The City of Detroit used Tactile’s technology to map road conditions
21 December, 2020
Tactile has developed in-vehicle software that can diagnose road's conditions. It has partnered with the City of Detroit and a local automaker in a year-long pilot. "It exceeded the municipality's expectations"
[Pictured above: Tactile’s user interface describing the condition of the roads in the city of Detroit]
The City of Detroit, major Detroit-based Automaker and the israeli Tactile Mobility, revealed that over the past year they have partnered in an under-the-radar pilot aimed to improve the city pavement conditions and optimizing maintenance using Tactile’s technology. The three parties are collaborating to demonstrate Tactile Mobility’s in-vehicle software and insights’ ability to provide an objective, ‘up-to-date’ and accurate road pavement rating mapping solution.
As part of the proof of concept, which is expected to be completed soon, Tactile’s software was installed in the vehicles of the municipality’s public works department that patrolled around the city, rating the conditions of each road section and alerting the municipality to maintenance problems such as cracks, potholes and overly slippery roads due to rain or snow.

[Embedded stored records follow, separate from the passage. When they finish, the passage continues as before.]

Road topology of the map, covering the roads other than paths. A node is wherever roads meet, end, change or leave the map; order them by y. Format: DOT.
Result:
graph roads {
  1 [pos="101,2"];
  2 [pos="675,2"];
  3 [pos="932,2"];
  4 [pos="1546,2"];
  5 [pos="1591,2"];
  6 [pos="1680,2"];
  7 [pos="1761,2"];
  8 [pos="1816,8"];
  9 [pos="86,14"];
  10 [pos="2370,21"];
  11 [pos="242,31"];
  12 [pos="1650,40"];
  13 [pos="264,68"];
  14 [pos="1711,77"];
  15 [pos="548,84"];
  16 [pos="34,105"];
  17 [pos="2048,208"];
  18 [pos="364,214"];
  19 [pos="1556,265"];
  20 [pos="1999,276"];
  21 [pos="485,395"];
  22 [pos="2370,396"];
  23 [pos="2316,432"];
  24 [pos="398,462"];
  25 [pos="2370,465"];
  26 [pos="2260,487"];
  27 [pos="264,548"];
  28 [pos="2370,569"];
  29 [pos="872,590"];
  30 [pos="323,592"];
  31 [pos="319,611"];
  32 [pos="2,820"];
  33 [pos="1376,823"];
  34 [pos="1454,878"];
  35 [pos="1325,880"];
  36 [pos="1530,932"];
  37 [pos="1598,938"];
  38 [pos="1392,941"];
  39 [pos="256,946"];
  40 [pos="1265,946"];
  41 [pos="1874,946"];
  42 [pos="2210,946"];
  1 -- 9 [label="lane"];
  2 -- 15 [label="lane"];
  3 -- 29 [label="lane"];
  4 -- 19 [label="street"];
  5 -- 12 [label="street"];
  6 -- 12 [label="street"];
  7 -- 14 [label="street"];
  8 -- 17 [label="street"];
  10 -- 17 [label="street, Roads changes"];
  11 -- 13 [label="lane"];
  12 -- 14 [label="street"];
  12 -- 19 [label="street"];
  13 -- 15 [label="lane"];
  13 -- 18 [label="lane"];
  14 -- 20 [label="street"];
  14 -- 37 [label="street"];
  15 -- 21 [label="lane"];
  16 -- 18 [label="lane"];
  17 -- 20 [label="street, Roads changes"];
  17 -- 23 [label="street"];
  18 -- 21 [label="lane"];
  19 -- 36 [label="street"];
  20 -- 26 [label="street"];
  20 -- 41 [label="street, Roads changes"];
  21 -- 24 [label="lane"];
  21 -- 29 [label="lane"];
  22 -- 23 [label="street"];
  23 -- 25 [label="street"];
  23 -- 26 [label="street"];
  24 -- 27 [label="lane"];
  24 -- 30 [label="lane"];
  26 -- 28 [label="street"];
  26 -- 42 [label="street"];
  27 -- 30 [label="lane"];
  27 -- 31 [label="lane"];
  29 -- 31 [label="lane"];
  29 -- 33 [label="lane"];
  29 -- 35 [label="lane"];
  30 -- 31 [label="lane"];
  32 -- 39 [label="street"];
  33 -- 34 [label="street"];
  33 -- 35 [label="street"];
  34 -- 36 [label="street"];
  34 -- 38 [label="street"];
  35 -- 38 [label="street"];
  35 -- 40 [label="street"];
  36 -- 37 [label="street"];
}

The goal is to enable the municipality to respond in an effective and real-time manner to infrastructure problems that develop on inner-city roads.

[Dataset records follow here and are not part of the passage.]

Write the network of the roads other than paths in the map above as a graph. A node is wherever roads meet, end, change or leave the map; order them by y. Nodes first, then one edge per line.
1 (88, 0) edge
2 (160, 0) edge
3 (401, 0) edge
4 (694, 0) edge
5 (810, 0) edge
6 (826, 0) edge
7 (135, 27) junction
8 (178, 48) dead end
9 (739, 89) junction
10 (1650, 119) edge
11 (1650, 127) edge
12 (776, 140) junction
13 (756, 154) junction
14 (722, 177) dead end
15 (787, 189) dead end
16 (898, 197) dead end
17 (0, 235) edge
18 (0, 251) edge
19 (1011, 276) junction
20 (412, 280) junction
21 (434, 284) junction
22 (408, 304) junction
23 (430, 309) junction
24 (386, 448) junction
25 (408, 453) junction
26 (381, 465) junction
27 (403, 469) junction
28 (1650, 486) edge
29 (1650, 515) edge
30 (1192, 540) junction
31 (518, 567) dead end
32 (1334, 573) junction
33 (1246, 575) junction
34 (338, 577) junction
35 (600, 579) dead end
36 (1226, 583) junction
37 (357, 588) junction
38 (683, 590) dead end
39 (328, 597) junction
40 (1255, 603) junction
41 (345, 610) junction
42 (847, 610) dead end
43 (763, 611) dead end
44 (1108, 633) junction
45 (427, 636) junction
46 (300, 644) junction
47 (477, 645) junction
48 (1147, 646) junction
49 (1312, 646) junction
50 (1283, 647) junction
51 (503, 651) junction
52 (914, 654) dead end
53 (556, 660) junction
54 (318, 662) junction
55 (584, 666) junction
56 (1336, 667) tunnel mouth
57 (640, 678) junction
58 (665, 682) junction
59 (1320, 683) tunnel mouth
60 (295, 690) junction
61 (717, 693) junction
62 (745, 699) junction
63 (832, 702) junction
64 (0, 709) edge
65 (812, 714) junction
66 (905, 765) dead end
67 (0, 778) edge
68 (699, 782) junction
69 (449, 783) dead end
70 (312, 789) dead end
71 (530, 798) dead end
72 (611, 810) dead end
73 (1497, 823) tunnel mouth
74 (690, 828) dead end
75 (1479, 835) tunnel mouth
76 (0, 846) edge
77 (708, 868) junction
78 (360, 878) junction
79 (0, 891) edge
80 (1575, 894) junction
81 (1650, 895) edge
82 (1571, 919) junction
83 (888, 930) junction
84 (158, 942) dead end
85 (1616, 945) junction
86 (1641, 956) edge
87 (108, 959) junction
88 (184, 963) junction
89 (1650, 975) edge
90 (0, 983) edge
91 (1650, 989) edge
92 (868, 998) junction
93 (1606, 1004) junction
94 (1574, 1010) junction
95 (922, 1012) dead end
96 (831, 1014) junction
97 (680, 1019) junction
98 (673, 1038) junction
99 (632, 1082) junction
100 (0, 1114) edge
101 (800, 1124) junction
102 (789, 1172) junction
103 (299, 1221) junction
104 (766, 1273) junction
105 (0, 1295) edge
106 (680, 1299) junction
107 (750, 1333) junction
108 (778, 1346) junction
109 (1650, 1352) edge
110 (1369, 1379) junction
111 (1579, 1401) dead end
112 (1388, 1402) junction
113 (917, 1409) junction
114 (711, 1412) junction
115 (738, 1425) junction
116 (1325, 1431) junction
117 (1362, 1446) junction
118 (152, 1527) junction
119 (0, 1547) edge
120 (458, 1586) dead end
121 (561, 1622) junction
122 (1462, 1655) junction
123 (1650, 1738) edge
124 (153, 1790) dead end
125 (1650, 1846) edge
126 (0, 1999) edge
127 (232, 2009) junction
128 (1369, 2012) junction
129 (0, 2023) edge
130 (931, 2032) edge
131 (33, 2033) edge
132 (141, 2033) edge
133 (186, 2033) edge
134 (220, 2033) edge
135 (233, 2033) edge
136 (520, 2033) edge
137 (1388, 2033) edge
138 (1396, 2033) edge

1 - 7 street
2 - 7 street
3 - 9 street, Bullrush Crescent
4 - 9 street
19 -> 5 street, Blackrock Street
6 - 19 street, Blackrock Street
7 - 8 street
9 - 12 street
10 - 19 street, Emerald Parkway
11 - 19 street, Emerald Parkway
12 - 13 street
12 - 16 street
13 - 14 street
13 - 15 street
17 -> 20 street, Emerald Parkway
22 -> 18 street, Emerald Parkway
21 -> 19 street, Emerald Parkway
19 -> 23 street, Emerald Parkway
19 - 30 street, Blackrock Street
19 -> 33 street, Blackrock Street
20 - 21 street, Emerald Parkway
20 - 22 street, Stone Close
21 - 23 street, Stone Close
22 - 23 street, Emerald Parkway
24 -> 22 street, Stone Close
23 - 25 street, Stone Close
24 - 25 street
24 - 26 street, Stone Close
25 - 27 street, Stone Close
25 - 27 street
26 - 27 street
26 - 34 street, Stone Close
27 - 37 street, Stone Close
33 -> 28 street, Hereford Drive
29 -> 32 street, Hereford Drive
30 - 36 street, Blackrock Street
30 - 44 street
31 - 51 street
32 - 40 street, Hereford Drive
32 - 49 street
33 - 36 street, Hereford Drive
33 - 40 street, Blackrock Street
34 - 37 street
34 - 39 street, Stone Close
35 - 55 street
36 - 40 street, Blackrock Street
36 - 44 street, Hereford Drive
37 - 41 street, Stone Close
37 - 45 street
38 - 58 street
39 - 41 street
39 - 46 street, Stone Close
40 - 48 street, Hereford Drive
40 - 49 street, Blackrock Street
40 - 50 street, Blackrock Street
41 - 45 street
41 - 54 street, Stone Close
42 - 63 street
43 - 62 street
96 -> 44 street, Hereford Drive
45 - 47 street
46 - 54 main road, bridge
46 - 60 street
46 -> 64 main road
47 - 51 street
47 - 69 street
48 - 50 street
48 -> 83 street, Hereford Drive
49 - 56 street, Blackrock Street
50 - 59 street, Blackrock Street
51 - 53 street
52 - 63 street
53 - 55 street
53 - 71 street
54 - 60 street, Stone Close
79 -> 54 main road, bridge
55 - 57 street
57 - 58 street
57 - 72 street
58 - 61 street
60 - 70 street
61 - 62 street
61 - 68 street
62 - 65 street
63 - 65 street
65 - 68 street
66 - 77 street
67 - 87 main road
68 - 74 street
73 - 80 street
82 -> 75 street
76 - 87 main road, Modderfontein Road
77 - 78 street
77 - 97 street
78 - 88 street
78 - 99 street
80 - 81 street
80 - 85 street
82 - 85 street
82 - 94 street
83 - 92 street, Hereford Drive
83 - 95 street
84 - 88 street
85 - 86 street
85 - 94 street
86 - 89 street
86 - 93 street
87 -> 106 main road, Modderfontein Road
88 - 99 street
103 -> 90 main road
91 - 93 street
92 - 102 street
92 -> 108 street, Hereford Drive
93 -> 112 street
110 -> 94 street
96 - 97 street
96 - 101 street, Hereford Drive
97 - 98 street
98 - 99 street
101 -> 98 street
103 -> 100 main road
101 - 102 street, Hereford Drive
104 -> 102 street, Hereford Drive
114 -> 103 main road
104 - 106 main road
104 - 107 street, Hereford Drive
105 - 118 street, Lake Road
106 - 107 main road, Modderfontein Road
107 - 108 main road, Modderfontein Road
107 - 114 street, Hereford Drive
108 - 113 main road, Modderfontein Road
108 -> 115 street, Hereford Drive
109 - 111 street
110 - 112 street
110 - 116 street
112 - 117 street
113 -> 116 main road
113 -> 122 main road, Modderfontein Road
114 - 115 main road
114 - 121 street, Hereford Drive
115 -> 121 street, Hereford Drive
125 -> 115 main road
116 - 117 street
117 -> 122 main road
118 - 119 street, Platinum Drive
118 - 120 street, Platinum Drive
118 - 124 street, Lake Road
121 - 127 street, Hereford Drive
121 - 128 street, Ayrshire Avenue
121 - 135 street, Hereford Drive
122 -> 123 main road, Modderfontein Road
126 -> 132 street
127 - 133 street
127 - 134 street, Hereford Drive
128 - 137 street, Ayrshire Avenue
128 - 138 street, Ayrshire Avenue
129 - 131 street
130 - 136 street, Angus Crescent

Detroit is home to the three major american automakers: Ford, General Motor, and Fiat Chrysler, collectively known as “The Big Three”. Tactile’s software was apparently installed in Ford-made cars, seeing as both companied have been collaborating for several years as part of Ford’s intention to implement Tactile Mobility in its vehicle’s computers.
The joint statement said the car manufacturer is looking to advance its technology and offerings in cities and municipalities. The pilot was deemed successful by all parties. Yagil Tzur, VP of Product at Tactile, said: “The high correlation between Tactile Mobility’s pavement rating and current standards exceeded the City of Detroit’s needs and satisfaction. This is the first step towards a full suite of solutions that will provide insights about maintenance and road safety.”
BMW to embed Tactile software in its cars
Tactile Mobility provides a software suite which utilizes vehicles’ built-in, non-visual sensors to collect and analyze data about vehicle and road dynamics, enabling smart and connected vehicles to analyze the road surfaces below their tires as well as modeling vehicle systems performance and road conditions. In-vehicle, real-time data includes attributes such as available grip level, which signifies the specific vehicle and road traction limits.
The company’s platform consists of two components: VehicleDNA is an anonymized representation of each vehicle’s systems characteristics, including suspensions, powertrain, braking efficiency, tire health and more, and SurfaceDNA is a bundle of mapping layers of road attributes, conditions and distresses that offers an in-depth view of driving environments to better anticipate road conditions ahead and pre-configure vehicle systems.
In september, BMW announced it will incorporate Tactile’s road-sensing software in all of the car models it will produce starting in mid-2021.